И вот еще что, о чем нельзя было писать тогда, когда публиковались повести и рассказы Кондратьева, – главлит не дремал, помалкивают и сейчас военные историки. Кондратьев в своей ржевской прозе изнутри показал то, что в сводках Совинформбюро военной поры небрежно-успокоительно называлось «боями местного значения», а в этих боях без пользы и смысла было угроблено людей, наверное, не меньше, чем в самых крупных и знаменитых сражениях. Кто из фронтовиков не помнит появляющегося в редкие дни затишья пылающего гневом поверяющего из какого-нибудь высокого штаба (на взводном и ротном уровне любой штаб воспринимался как высокий) с ничего хорошего не сулящей фразой: «Что у вас тут – война кончилась? Вы что мир с немцами заключили?» После чего пехоту для демонстрации требуемой начальством боевой активности без артподготовки, да и вообще без всякой подготовки бросали а атаку – отбить какую-то высотку или остатки деревеньки, хотя никакого продолжения этой атаки не планировалось. И даже если удавалось захватить высоту или ворваться туда, где когда-то было село, – чаще не удавалось, – непомерной ценой было за это плачено. Кажется, никому в нашей литературе не удалось так, как Кондратьеву, показать во всей своей страшной реальности пронизывавший все структуры армейского механизма сталинский принцип: любой ценой, людей не жалеть, потери в расчет не принимать.
Да, литературный дебют Кондратьева был явлением неожиданным, совершенно уже нежданным. В столь солидном возрасте (через год после публикации «Сашки» Кондратьев отпраздновал свое шестидесятилетие, у него была серьезная профессия художника-оформителя, которая много лет кормила его), если и берутся за перо, то разве что для того, чтобы писать мемуары. И тут, мне кажется, и нужно искать главное объяснение этого все-таки из ряда вон выходящего случая. В том-то и дело, что своего рода «мемуарность» (ставлю здесь кавычки, чтобы указать, что это понятие употребляется в более широком, чем обычно, смысле) – существенная, можно сказать, родовая особенность военной прозы писателей фронтового поколения.

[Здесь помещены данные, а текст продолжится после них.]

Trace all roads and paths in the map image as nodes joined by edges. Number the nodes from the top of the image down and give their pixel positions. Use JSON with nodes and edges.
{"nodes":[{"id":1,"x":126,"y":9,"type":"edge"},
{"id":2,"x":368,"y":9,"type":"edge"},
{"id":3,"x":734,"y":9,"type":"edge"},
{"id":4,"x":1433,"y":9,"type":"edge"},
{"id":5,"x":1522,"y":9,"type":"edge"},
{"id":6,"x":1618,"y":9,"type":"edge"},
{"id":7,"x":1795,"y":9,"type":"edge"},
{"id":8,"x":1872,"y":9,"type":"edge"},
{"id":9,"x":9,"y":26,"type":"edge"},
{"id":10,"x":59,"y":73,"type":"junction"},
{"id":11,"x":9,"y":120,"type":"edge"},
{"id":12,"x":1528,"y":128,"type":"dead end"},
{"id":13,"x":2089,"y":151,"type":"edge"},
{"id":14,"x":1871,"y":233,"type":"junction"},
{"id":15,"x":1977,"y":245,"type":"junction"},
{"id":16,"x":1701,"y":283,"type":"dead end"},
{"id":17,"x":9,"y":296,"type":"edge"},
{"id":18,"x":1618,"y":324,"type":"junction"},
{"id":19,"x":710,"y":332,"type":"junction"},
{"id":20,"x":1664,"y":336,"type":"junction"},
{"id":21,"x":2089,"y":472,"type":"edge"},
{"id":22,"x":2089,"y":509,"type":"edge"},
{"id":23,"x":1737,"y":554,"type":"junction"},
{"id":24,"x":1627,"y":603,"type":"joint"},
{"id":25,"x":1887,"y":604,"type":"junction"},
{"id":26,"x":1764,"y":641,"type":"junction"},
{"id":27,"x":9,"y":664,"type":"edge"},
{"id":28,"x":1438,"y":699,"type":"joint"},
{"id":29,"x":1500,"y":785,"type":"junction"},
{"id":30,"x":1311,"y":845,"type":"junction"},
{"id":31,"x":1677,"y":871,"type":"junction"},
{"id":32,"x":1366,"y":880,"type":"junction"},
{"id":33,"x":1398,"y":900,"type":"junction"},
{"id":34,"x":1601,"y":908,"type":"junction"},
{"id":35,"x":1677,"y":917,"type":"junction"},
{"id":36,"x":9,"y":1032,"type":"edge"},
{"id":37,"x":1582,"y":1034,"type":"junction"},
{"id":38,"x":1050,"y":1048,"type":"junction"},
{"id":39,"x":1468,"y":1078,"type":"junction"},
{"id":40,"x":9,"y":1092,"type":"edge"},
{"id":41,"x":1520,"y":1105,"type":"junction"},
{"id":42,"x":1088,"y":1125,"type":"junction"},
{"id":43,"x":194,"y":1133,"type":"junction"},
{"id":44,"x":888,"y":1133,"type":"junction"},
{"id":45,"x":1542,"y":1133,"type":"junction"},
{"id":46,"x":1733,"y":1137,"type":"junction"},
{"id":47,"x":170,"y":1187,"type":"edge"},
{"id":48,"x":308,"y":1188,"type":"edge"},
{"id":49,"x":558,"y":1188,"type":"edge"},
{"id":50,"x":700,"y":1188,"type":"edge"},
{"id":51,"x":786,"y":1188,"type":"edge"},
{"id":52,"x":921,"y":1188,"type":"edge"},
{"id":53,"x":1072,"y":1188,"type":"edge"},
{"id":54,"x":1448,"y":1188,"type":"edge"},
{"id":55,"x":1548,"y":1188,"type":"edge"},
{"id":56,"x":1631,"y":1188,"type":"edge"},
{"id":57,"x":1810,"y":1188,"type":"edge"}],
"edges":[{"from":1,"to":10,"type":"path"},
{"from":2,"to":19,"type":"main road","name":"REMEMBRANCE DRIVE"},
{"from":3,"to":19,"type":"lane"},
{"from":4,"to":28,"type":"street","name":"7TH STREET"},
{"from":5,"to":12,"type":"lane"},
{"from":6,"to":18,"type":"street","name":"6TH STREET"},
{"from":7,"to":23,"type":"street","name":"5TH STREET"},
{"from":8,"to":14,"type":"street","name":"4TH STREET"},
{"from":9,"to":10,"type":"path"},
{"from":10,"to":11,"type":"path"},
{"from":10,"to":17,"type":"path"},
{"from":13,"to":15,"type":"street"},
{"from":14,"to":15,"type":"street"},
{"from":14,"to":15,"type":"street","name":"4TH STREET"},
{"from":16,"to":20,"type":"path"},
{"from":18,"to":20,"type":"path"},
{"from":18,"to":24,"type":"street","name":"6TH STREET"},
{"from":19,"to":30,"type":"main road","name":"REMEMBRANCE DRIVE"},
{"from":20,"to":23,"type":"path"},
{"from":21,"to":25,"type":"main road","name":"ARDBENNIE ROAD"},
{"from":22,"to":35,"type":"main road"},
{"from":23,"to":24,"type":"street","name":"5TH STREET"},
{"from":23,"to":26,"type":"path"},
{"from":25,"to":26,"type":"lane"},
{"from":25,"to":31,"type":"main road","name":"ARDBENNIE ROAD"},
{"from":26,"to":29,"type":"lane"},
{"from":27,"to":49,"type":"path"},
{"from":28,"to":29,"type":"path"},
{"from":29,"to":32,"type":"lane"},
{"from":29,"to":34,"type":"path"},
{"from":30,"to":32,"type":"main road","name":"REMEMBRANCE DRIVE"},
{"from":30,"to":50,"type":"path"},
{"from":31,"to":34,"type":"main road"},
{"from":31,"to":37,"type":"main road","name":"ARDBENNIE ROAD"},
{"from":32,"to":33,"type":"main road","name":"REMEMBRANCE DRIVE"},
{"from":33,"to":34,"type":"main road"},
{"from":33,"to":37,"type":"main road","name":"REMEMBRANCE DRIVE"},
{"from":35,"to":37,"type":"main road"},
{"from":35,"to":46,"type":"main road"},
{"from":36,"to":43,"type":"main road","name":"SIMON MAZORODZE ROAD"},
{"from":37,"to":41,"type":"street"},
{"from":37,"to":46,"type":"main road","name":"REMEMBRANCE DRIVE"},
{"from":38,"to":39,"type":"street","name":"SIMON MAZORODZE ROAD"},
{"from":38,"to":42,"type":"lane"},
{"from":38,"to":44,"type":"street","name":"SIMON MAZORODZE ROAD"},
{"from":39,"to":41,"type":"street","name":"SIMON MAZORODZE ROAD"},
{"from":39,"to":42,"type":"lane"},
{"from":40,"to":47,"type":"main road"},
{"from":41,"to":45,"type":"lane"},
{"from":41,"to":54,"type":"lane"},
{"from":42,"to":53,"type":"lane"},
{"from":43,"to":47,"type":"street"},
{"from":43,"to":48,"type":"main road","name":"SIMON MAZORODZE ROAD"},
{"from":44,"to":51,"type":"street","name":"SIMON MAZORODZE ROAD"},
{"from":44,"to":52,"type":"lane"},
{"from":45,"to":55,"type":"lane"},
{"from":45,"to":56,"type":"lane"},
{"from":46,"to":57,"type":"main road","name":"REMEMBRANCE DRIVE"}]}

Эта проза не всегда автобиографичная в принятом истолковании этого понятия, но она насквозь пропитана авторскими воспоминаниями о фронтовой юности. Всех их буквально выталкивали в литературу воспоминания о пережитом во время войны, и то, что они писали о фронтовой юности, особенно первые их вещи, были одновременно и солдатскими, и лейтенантскими «мемуарами», которые в самом деле никто из них никогда бы не отважился писать. Кондратьев в этом смысле исключения не составляет – вот разве что очень уж много времени прошло после войны. Каков же должен был быть заряд пережитого, чтобы сработать через столько лет!
В своих заметках о том, как создавался «Сашка», Кондратьев рассказывал: «Я начал жить какой-то странной двойной жизнью: одной – в реальности. Другой – в прошлом, в войне. Ночами приходили ко мне ребята моего взвода, крутили мы самокрутки, поглядывали на небо, на котором висел „костыль“. Гадали, прилетят ли после него самолеты на бомбежку, а я просыпался только тогда, когда черная точка, отделившаяся от фюзеляжа, летела прямо на меня, все увеличиваясь в размерах, и я с безнадежностью думал: это моя бомба… Начал я разыскивать тогда своих ржевских однополчан – мне дозарезу нужен был кто-нибудь из них, – но никого не нашел, и пала мысль, что, может, только я один и уцелел, а раз так, то тем более должен я рассказать обо всем. В общем, схватила меня война за горло и не отпускала. И наступил момент, когда я уже просто не мог не начать писать».
О силе этого чувства, об одержимости – иное здесь слово не подходит – автора, для которого то, что он стал писать о войне, было не только литературной задачей, а смыслом и оправданием его жизни, свидетельствует хотя бы такой факт. Не напечатав еще ни одной строки из написанного, не имея никаких гарантий, что какое-нибудь из его произведений увидит свет («Сашку», боясь обвинений в зловредной «окопной правде», долго мурыжили в разных редакциях), – а надо ли говорить, как этот стимул важен для художника, – Кондратьев писал, как тогда говорили, «в стол» повесть за повестью, рассказ за рассказом. Только страстная вера в то, что он обязан рассказать о своей войне, о товарищах, которые сложили голову в затяжных, стоивших нам больших жертв боях подо Ржевом, только такая неостывающая, ни с чем не считающаяся вера могла питать это упорство.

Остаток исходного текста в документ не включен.